This morning's Fort Worth Star-Telegram letters to the editor had another letter that tells me I'm not alone in noticing something is a bit askew with how this project has come to be.
I now realize I'm not the only one who noticed that this started out solely as an economic development. A plan to build a little lake at the north end of downtown Fort Worth.
Funding became a problem.
So, a scheme was hatched to turn the Vision into a flood control project. The Army Corps of Engineers signed on. Fort Worth's U.S. Representative, Kay Granger, helped turn the Vision into a classic Pork Barrel project after her inexperienced son was hired to run the Vision. There were some complaints of nepotism.
Eventually the Vision added canals, a flood diversion channel and wetlands restoration. The price tag, as in the $ the rest of America will be paying to build this, has increased from the original Vision.

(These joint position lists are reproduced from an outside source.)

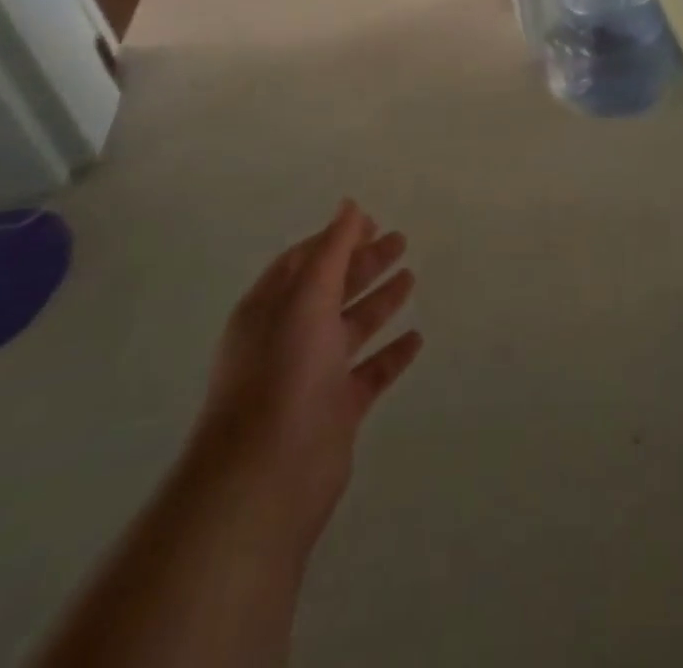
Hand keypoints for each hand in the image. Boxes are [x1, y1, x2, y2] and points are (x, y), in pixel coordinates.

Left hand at [193, 201, 421, 552]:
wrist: (266, 477)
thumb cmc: (282, 373)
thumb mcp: (306, 298)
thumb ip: (332, 250)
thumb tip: (349, 205)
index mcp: (272, 308)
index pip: (305, 261)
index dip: (336, 238)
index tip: (373, 222)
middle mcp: (290, 336)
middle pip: (332, 289)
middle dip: (364, 263)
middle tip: (402, 241)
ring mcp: (313, 374)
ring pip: (352, 327)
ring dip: (379, 302)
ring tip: (411, 277)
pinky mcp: (336, 409)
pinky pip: (370, 372)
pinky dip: (391, 353)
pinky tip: (416, 338)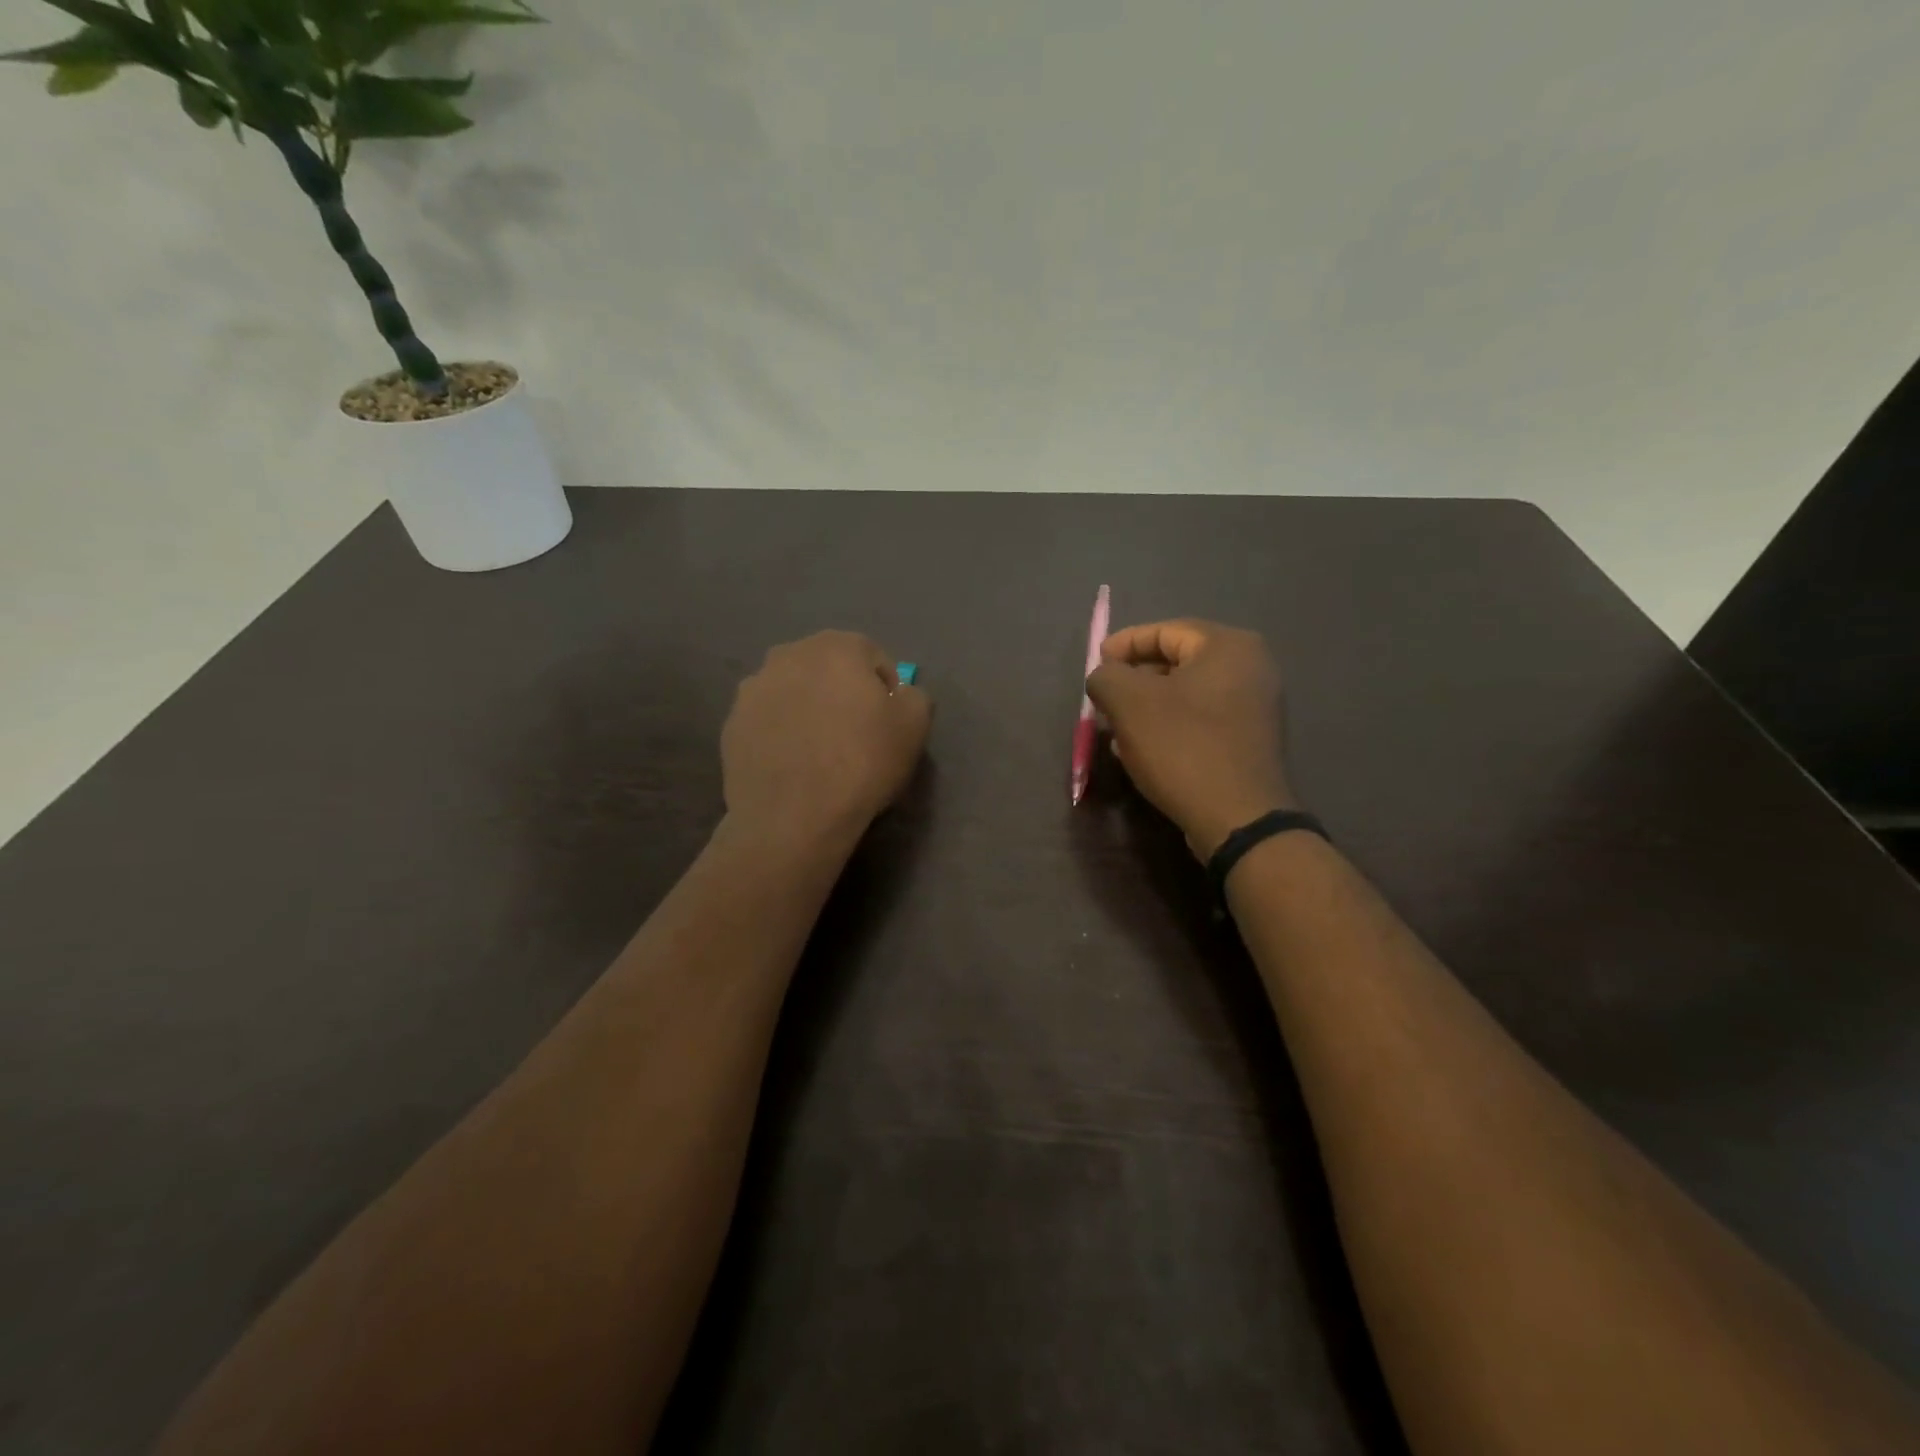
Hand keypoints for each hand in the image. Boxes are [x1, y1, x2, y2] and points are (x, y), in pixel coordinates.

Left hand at [721, 631, 930, 845]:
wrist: (793, 816)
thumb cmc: (862, 762)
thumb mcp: (915, 725)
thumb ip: (914, 695)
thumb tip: (899, 694)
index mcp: (835, 646)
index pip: (872, 657)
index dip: (886, 690)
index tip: (888, 723)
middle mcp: (788, 654)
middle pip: (827, 670)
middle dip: (842, 694)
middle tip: (855, 735)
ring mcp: (753, 689)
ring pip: (793, 693)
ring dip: (808, 711)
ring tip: (820, 753)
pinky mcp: (731, 724)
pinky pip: (768, 721)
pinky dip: (781, 734)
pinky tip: (794, 766)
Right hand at [1085, 619, 1293, 859]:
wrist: (1239, 818)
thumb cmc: (1183, 747)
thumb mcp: (1129, 703)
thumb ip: (1106, 676)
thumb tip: (1104, 676)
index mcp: (1228, 646)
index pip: (1164, 631)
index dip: (1123, 645)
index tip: (1096, 665)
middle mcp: (1251, 668)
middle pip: (1177, 662)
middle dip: (1134, 679)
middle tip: (1103, 700)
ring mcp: (1255, 706)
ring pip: (1186, 694)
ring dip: (1147, 707)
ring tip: (1115, 729)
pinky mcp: (1250, 740)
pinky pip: (1200, 720)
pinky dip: (1169, 727)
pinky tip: (1142, 750)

As for the flood control part that got the Army Corps of Engineers involved. They'd already been involved and you already paid for giant flood control levees, built to protect the same area as the Vision, after devastating floods 60 years ago. The levees have done their job all that time. But now the Vision will replace them with a diversion channel.
Below is the letter from Layla Caraway of Haltom City. Haltom City is a suburb of Fort Worth where killer flooding and home destruction has taken place several times in recent years. So far no Vision has occurred to fix those problems, which is currently an issue due to the expected heavy flooding from Hurricane Ike tomorrow. Meanwhile millions of your dollars are scheduled to be spent fixing a non-existent flooding problem.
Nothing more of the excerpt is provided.